The tract of country occupied by the Dieri tribe is on the delta of the Cooper, on the east of Lake Eyre. The Wonkanguru and Yaurorka are their immediate neighbours on the north, and the Urabunna occupied a considerable tract on the west side of the lake.


I.—Kuyimokuna. A Legend of the Dieri.

A Mura-mura was once out by himself hunting in time of great drought, but could find no food. There was no game to be found, and as he sought for it in vain the Mura-mura Kuyimokuna, a clever boy, came to him and asked what he was looking for. "Kapiri and Woma," was the reply. "Follow me," said the boy, walking forward; and all at once he said "Dig there." The man dug deep into the earth and found a woma (carpet-snake), and in like manner the boy showed him other places where woma were hidden. Thus he helped the elder Mura-mura on several days, till the others of his people envied him when they saw him return laden with game each night; so they asked him where he had got it.
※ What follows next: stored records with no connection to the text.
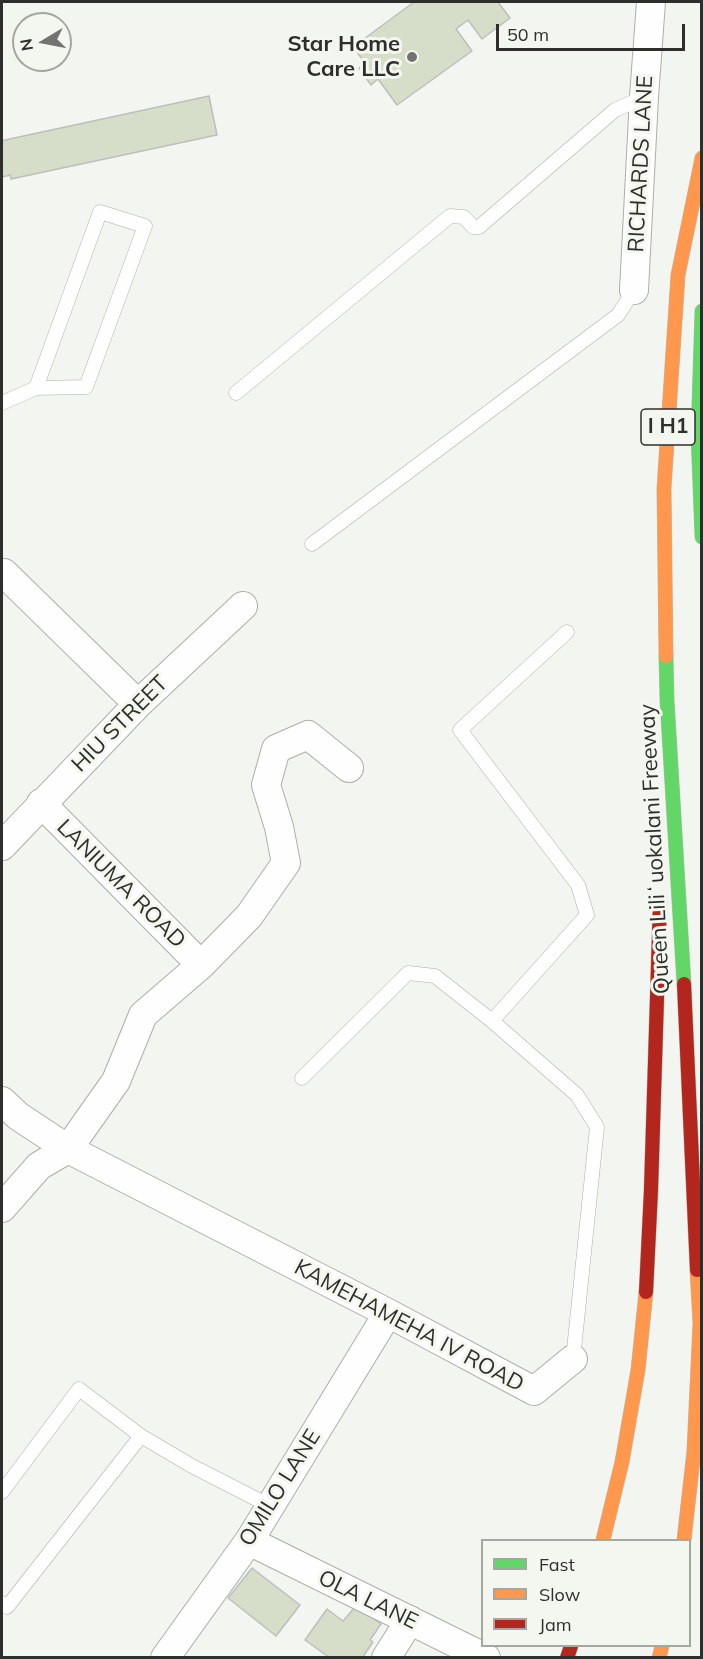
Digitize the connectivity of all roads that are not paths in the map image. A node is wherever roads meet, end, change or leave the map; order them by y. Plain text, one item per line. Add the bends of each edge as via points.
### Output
1 (651, 2) edge
2 (644, 97) junction
3 (702, 158) edge
4 (634, 290) joint
5 (702, 311) edge
6 (36, 388) junction
7 (236, 393) dead end
8 (2, 402) edge
9 (702, 537) edge
10 (312, 544) dead end
11 (4, 573) dead end
12 (243, 606) dead end
13 (567, 632) dead end
14 (667, 700) junction
15 (138, 705) junction
16 (349, 768) dead end
17 (41, 804) junction
18 (662, 839) dead end
19 (2, 846) edge
20 (660, 885) dead end
21 (201, 965) junction
22 (492, 1022) junction
23 (302, 1078) dead end
24 (2, 1101) edge
25 (68, 1149) junction
26 (2, 1208) edge
27 (387, 1313) junction
28 (573, 1359) joint
29 (141, 1436) junction
30 (2, 1492) edge
31 (270, 1506) junction
32 (603, 1539) edge
33 (684, 1539) edge
34 (249, 1542) junction
35 (2, 1603) edge
36 (410, 1620) junction
37 (165, 1658) edge
38 (386, 1658) edge
39 (486, 1658) edge

1 - 2 street, RICHARDS LANE
2 - 4 street, RICHARDS LANE
2 - 7 lane via 615,110 479,227 473,227 464,217 450,216
3 - 14 highway, Queen Liliʻuokalani Freeway / I H1 via 678,275 664,488
4 - 10 lane via 618,315
5 - 9 highway via 698,435
6 - 6 lane via 86,387 145,226 100,212
6 - 8 lane
11 - 15 street
12 - 15 street, HIU STREET
13 - 22 lane via 460,730 578,885 587,915
14 - 18 highway
14 - 33 highway, Queen Liliʻuokalani Freeway / I H1 via 700,1323 694,1451
15 - 17 street, HIU STREET
16 - 21 street via 308,735 276,749 266,785 286,863 249,916
17 - 19 street, HIU STREET
17 - 21 street, LANIUMA ROAD
20 - 32 highway via 646,1293 638,1370
21 - 25 street via 143,1015 116,1081
22 - 23 lane, KAMEHAMEHA IV ROAD via 435,976 408,973
22 - 28 lane, KAMEHAMEHA IV ROAD via 577,1095 597,1127
24 - 25 street, KAMEHAMEHA IV ROAD
25 - 26 street via 39,1166
25 - 27 street, KAMEHAMEHA IV ROAD
27 - 28 street, KAMEHAMEHA IV ROAD via 534,1391
27 - 31 street, OMILO LANE
29 - 30 lane via 79,1389
29 - 31 lane
29 - 35 lane via 7,1607
31 - 34 street, OMILO LANE
34 - 36 street, OLA LANE
34 - 37 street, OMILO LANE
36 - 38 street
36 - 39 street, OLA LANE

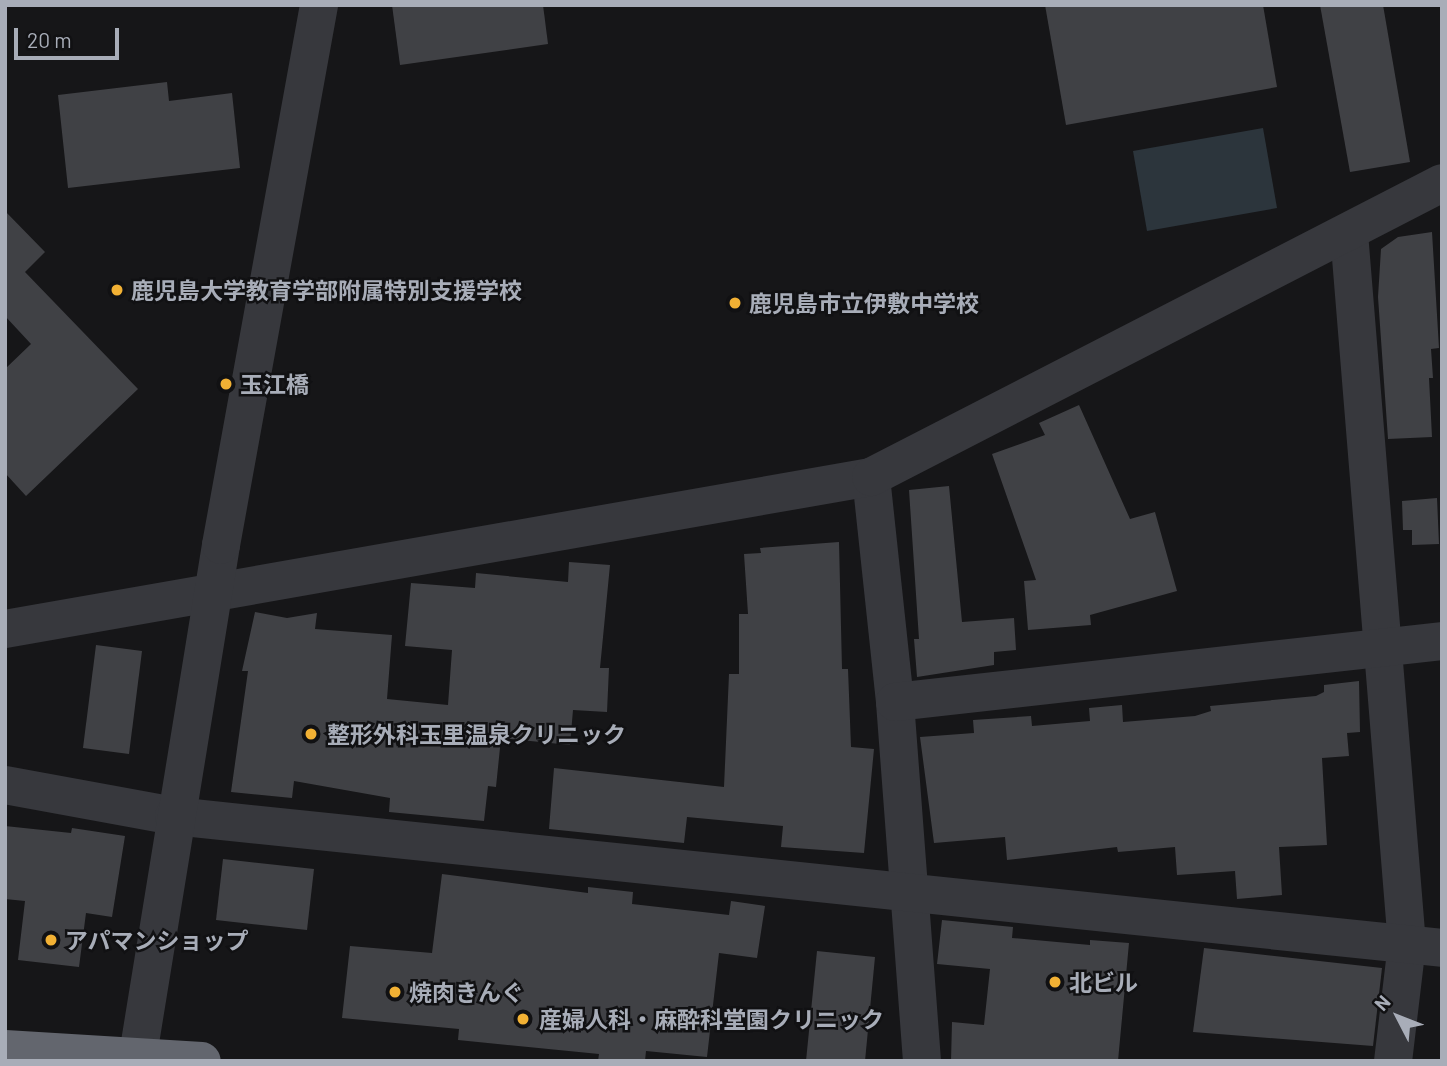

He told them to come with him, and his boy would show them where to find woma and kapiri (iguana). This they did, and the boy led them hither and thither to dig.

While they were doing this the boy became thirsty and drank out of their water-bag, forgetting to shut it up again, so that the water ran out. The people were all very angry at this and agreed to kill the boy, and did so when his friend and guardian was not there. Now this man felt in his liver that something was wrong with the boy. He could not sleep all night, and in the morning he set about following their tracks, till he came to where his friend lay dead. He wept bitterly for his boy. Then he separated the flesh from the bones, divided these from each other, and with them separately he killed all the people who had killed his friend.

This is how the Dieri got the custom of killing by "pointing the bone."


Notes by the Rev. Otto Siebert.

The liver is regarded by these tribes as the seat of the affections. The Woma, or carpet-snake, is prized as an article of food. The reptiles hide in cracks in the sun-dried earth, from whence they are dug by the blacks. The Kapiri is the iguana, or lace-lizard.

A second "patron" of the boy Kuyimokuna was also associated in the "pointing of the bone" in some versions of the legend. Both avenged the death of the boy by "giving the bone" in common to the murderers of Kuyimokuna. For this reason it is almost always the case that two persons act together in "giving the bone;" one who points with it and also ties the end of the hair-cord which is fastened to it, tightly round his upper arm, in order that the blood may be driven through into the bone. The other person holds the end of another cord fastened to the bone, and goes through the same motions as he who is holding the bone. The bones of Kuyimokuna were divided into pieces and sent, as we would say, "to all points of the compass," carrying death wherever they came.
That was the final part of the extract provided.